Exercise requirements —
The answer must be a single number: how many lines below contain "Meadows".

The data —
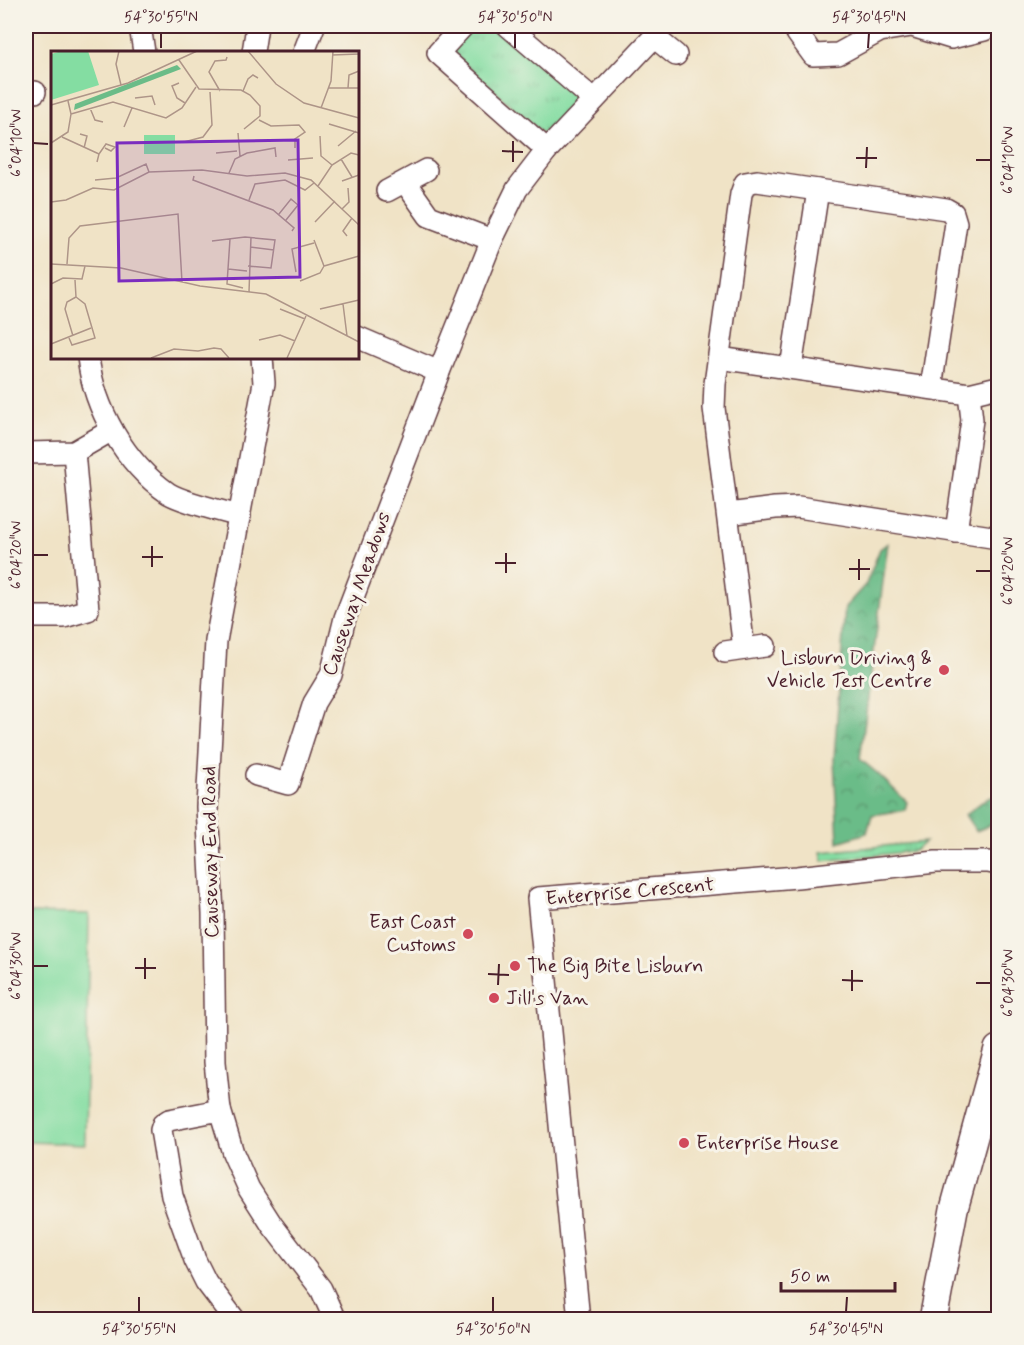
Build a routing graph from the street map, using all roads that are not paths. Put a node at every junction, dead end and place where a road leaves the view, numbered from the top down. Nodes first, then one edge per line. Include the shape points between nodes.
1 (140, 26) edge
2 (257, 26) edge
3 (315, 26) edge
4 (463, 26) edge
5 (508, 26) edge
6 (797, 26) edge
7 (984, 30) dead end
8 (144, 51) edge
9 (254, 51) edge
10 (304, 51) edge
11 (675, 55) dead end
12 (594, 100) junction
13 (547, 150) junction
14 (426, 170) dead end
15 (818, 190) junction
16 (492, 240) junction
17 (358, 337) edge
18 (88, 358) edge
19 (262, 358) edge
20 (719, 358) junction
21 (791, 368) junction
22 (439, 372) junction
23 (999, 387) edge
24 (931, 388) junction
25 (969, 394) junction
26 (112, 430) junction
27 (74, 452) junction
28 (26, 453) edge
29 (728, 514) junction
30 (240, 516) junction
31 (956, 532) junction
32 (999, 538) edge
33 (26, 617) edge
34 (765, 646) dead end
35 (256, 776) dead end
36 (999, 864) edge
37 (999, 1049) edge
38 (220, 1110) junction
39 (235, 1320) edge
40 (335, 1320) edge
41 (579, 1320) edge
42 (933, 1320) edge

1 - 8 street
2 - 9 street
3 - 10 street
4 - 13 street via 438,53
5 - 12 street
6 - 7 street via 797,33 813,55 838,54 880,31 912,26 951,38
11 - 12 street, Causeway Meadows via 654,37
12 - 13 street, Causeway Meadows
13 - 16 street, Causeway Meadows via 517,189
14 - 16 street via 396,187 429,216
15 - 20 street via 757,181 745,183
15 - 21 street
15 - 24 street via 952,213 956,223
16 - 22 street, Causeway Meadows
17 - 22 street
18 - 26 street via 90,379
19 - 30 street, Causeway End Road via 264,383
20 - 21 street
20 - 29 street via 714,408
21 - 24 street
22 - 35 street, Causeway Meadows via 345,618 331,675 314,703 288,784
23 - 25 street
24 - 25 street
25 - 31 street via 972,420
26 - 27 street
26 - 30 street via 136,466 170,495
27 - 28 street
27 - 33 street via 88,610 64,617
29 - 31 street via 798,507
29 - 34 street via 734,650
30 - 38 street, Causeway End Road via 216,640 207,807 213,1039
31 - 32 street
36 - 41 street, Enterprise Crescent via 936,862 797,878 538,898
37 - 42 main road via 954,1209
38 - 39 street via 169,1120 161,1130 170,1185 195,1260 206,1282
38 - 40 street, Causeway End Road via 249,1189 321,1289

Output of the exercise —
5